Directions for this task:
Return each line of the data that follows exactly as it reads.
== Excerpted data
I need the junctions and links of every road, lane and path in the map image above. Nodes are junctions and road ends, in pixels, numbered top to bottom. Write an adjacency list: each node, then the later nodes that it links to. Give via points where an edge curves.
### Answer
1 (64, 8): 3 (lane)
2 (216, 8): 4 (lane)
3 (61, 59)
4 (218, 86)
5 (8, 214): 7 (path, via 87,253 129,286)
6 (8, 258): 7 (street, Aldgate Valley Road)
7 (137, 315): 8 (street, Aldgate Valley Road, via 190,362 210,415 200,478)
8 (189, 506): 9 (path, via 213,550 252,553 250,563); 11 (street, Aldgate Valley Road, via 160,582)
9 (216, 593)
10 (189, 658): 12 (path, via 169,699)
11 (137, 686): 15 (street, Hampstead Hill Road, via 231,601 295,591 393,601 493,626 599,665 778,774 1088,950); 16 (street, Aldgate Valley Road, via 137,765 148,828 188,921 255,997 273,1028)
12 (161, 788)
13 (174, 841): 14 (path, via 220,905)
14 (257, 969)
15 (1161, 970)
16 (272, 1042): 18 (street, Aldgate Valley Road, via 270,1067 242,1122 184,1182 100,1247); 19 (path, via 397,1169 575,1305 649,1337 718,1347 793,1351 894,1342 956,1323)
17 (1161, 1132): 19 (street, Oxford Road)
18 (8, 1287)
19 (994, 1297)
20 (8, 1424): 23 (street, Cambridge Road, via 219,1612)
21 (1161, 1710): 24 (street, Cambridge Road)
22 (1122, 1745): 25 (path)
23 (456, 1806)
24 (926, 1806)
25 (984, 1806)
====
Expected answer:
I need the junctions and links of every road, lane and path in the map image above. Nodes are junctions and road ends, in pixels, numbered top to bottom. Write an adjacency list: each node, then the later nodes that it links to. Give via points where an edge curves.
### Answer
1 (64, 8): 3 (lane)
2 (216, 8): 4 (lane)
3 (61, 59)
4 (218, 86)
5 (8, 214): 7 (path, via 87,253 129,286)
6 (8, 258): 7 (street, Aldgate Valley Road)
7 (137, 315): 8 (street, Aldgate Valley Road, via 190,362 210,415 200,478)
8 (189, 506): 9 (path, via 213,550 252,553 250,563); 11 (street, Aldgate Valley Road, via 160,582)
9 (216, 593)
10 (189, 658): 12 (path, via 169,699)
11 (137, 686): 15 (street, Hampstead Hill Road, via 231,601 295,591 393,601 493,626 599,665 778,774 1088,950); 16 (street, Aldgate Valley Road, via 137,765 148,828 188,921 255,997 273,1028)
12 (161, 788)
13 (174, 841): 14 (path, via 220,905)
14 (257, 969)
15 (1161, 970)
16 (272, 1042): 18 (street, Aldgate Valley Road, via 270,1067 242,1122 184,1182 100,1247); 19 (path, via 397,1169 575,1305 649,1337 718,1347 793,1351 894,1342 956,1323)
17 (1161, 1132): 19 (street, Oxford Road)
18 (8, 1287)
19 (994, 1297)
20 (8, 1424): 23 (street, Cambridge Road, via 219,1612)
21 (1161, 1710): 24 (street, Cambridge Road)
22 (1122, 1745): 25 (path)
23 (456, 1806)
24 (926, 1806)
25 (984, 1806)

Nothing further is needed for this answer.